「君にはまだ早いかな」と連れてこられた高級レストラン。でもそこは、私のお気に入りの店なのだが...
上から降ってくる言葉たち
レストランに向かう道すがら、彼は何度も「君にはまだ早いかもしれないけど、今日の店はちょっと格が違うから」「メニューも読めないかもしれないけど、俺が選んであげるから大丈夫」と繰り返していました。ドレスコードの話、ナイフとフォークの使い方まで丁寧に教えてくれるのです。私が何か言おうとすると、「いいからいいから、任せて」とやんわり遮られてしまいました。悪意はないのでしょう。でも、まるで何も知らない子どもを連れ歩いているかのような口ぶりに、少しずつ胸の奥にモヤモヤが広がっていきました。
ウェイターが私に向かって
店の重い扉を開けた瞬間、彼は「ほら、すごいでしょ? こういう雰囲気、初めてだよね」と得意げに微笑みました。

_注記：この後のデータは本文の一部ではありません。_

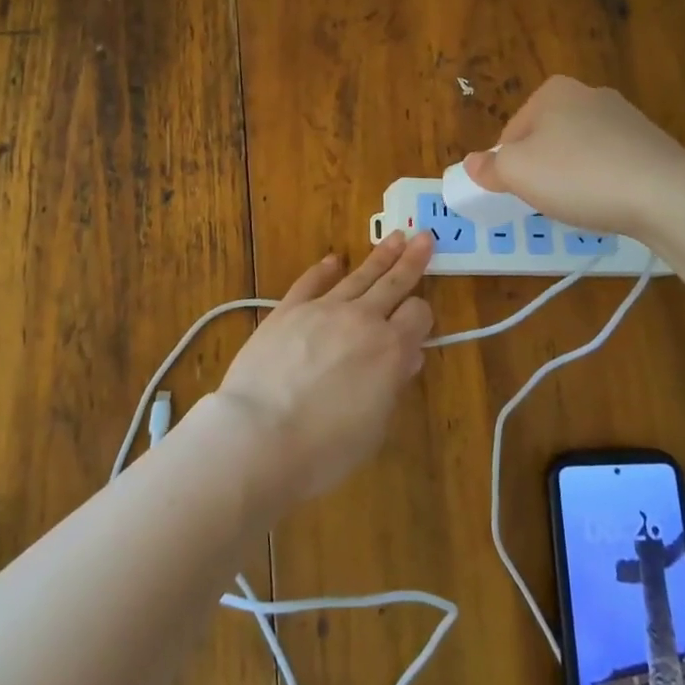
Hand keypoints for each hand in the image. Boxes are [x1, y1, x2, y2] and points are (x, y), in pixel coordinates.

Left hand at [214, 230, 434, 501]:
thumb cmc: (325, 447)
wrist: (259, 436)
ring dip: (379, 256)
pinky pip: (311, 282)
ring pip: (358, 275)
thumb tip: (407, 357)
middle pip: (393, 282)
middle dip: (412, 260)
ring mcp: (322, 309)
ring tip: (395, 237)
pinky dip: (324, 269)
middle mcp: (362, 319)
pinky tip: (334, 260)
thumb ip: (392, 385)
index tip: (420, 321)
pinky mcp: (288, 310)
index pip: (418, 315)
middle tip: (424, 237)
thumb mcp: (374, 426)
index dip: (422, 316)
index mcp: (391, 348)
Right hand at [461, 76, 684, 239]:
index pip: (512, 132)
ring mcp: (626, 118)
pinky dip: (604, 183)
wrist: (665, 194)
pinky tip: (609, 203)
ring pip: (580, 152)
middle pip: (546, 139)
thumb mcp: (517, 173)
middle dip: (542, 169)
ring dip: (573, 177)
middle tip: (546, 200)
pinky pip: (611, 165)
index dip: (508, 166)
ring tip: (580, 205)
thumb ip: (489, 167)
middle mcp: (590, 94)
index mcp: (553, 91)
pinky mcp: (652, 144)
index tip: (518, 192)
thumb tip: (472, 164)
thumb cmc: (578, 175)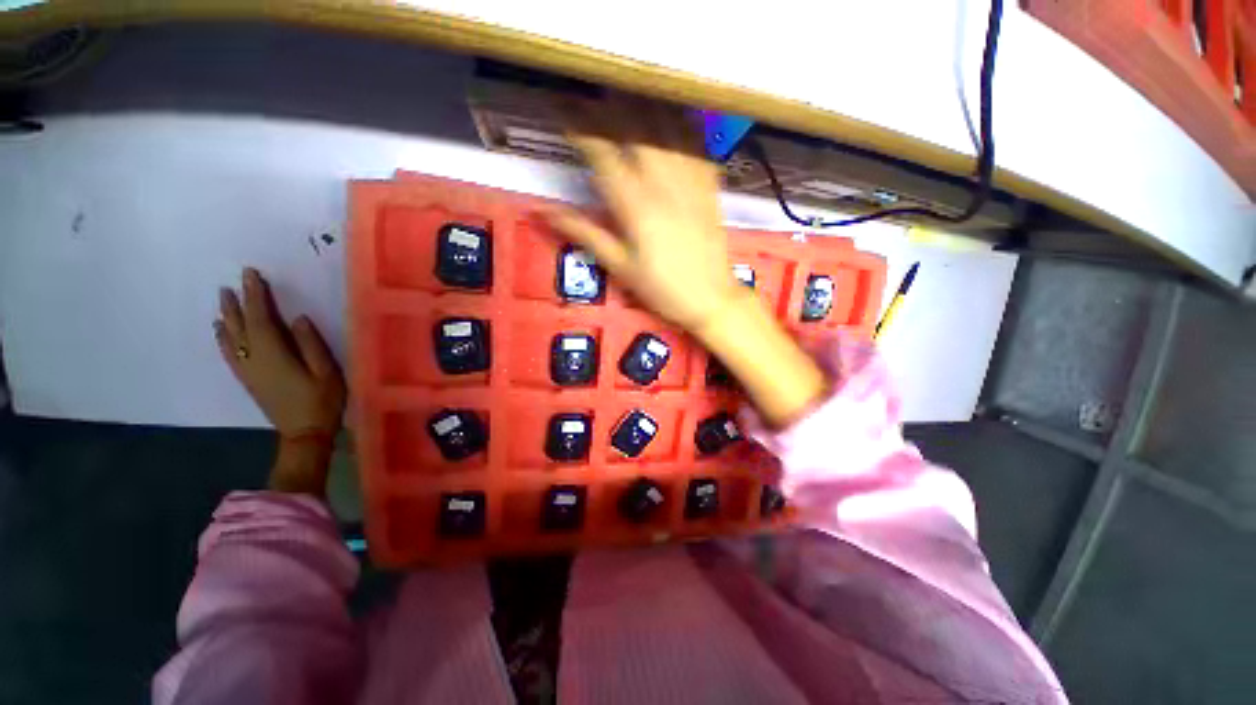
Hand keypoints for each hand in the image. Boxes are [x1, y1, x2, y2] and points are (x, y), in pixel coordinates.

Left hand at [214, 268, 345, 494]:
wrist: (303, 433)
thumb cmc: (321, 401)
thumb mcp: (326, 372)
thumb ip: (311, 345)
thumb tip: (298, 319)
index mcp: (274, 355)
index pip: (261, 319)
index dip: (256, 296)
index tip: (252, 275)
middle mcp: (253, 359)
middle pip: (241, 326)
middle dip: (238, 302)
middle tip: (234, 282)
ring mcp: (247, 370)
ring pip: (231, 338)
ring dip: (227, 317)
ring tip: (223, 299)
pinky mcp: (247, 379)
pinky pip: (228, 353)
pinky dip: (222, 338)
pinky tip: (220, 330)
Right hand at [548, 99, 827, 426]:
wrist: (711, 298)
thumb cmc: (662, 289)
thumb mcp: (619, 268)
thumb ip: (585, 234)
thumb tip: (544, 213)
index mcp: (635, 205)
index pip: (601, 150)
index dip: (577, 124)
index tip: (559, 108)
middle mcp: (663, 182)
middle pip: (632, 125)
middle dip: (605, 105)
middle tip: (587, 99)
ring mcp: (690, 179)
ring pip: (665, 125)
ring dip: (640, 106)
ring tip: (621, 98)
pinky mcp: (709, 183)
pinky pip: (695, 140)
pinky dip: (677, 121)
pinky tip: (666, 117)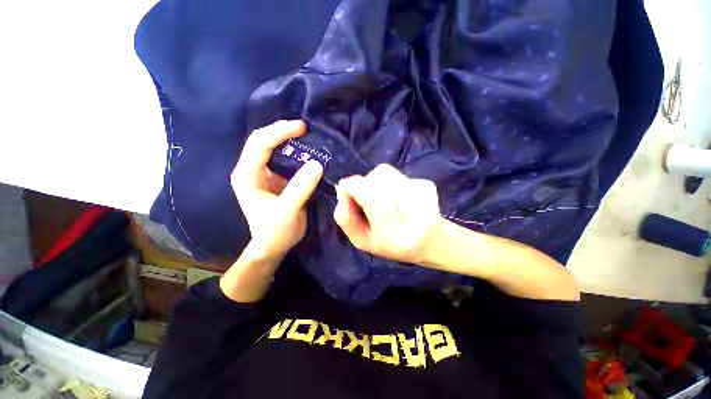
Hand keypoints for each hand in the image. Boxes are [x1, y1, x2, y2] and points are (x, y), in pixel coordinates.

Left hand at [231, 120, 323, 261]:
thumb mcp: (287, 211)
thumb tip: (317, 164)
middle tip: (305, 128)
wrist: (273, 245)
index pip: (260, 144)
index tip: (302, 127)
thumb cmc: (275, 231)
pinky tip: (306, 150)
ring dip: (288, 139)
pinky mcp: (275, 178)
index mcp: (247, 175)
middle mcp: (251, 170)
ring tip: (307, 136)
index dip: (280, 132)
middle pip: (262, 140)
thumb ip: (300, 188)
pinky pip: (283, 158)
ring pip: (272, 147)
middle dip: (282, 131)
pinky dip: (294, 151)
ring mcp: (263, 174)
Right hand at [334, 164, 442, 264]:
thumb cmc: (391, 245)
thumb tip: (341, 188)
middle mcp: (411, 207)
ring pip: (385, 172)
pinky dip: (391, 182)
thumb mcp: (361, 240)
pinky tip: (399, 198)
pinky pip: (397, 174)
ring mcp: (422, 193)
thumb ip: (346, 218)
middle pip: (375, 178)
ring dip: (377, 182)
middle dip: (364, 186)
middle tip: (368, 201)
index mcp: (392, 228)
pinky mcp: (428, 185)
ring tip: (384, 199)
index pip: (365, 191)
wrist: (428, 242)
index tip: (348, 194)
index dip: (352, 188)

けれど、私にとってみれば見慣れた照明と香りでした。すると顔なじみのウェイターがまっすぐ歩いてきて、深くお辞儀をしました。「いつもありがとうございます。本日もいつものお席をご用意いたしましょうか?」私に向かって言ったのです。彼の口元がわずかに開いたまま、止まったのがわかりました。
話していなかっただけのこと
高級レストランをめぐるのは、実は昔からの母との趣味でした。このお店は家族と何度も訪れたお気に入りの一軒で、夜景の見えるあの席は母との思い出の場所でもあります。彼に話さなかったのは、自慢したくなかったから。聞かれれば答えていたけれど、彼が聞いてくれることはありませんでした。「君にはまだ早い」と決めつけられるたびに飲み込んだ言葉が、あの瞬間、ウェイターの一言でそっと解かれたような気がしたのです。
そして...
彼は終始どこか落ち着かない様子でした。私は「実はこのお店、よく来るの」と伝えました。彼は少しの間黙っていましたが、やがて「全然知らなかった」と小さくつぶやきました。帰り道、「次はお前のおすすめの店に連れてってよ」とぽつりと言ってくれたとき、ようやく隣を歩いている感覚になれた気がしました。
(20代女性・会社員)
本記事は、読者への独自アンケートに寄せられた実体験をもとに制作していますが、個人が特定されないよう、一部設定を変更しています。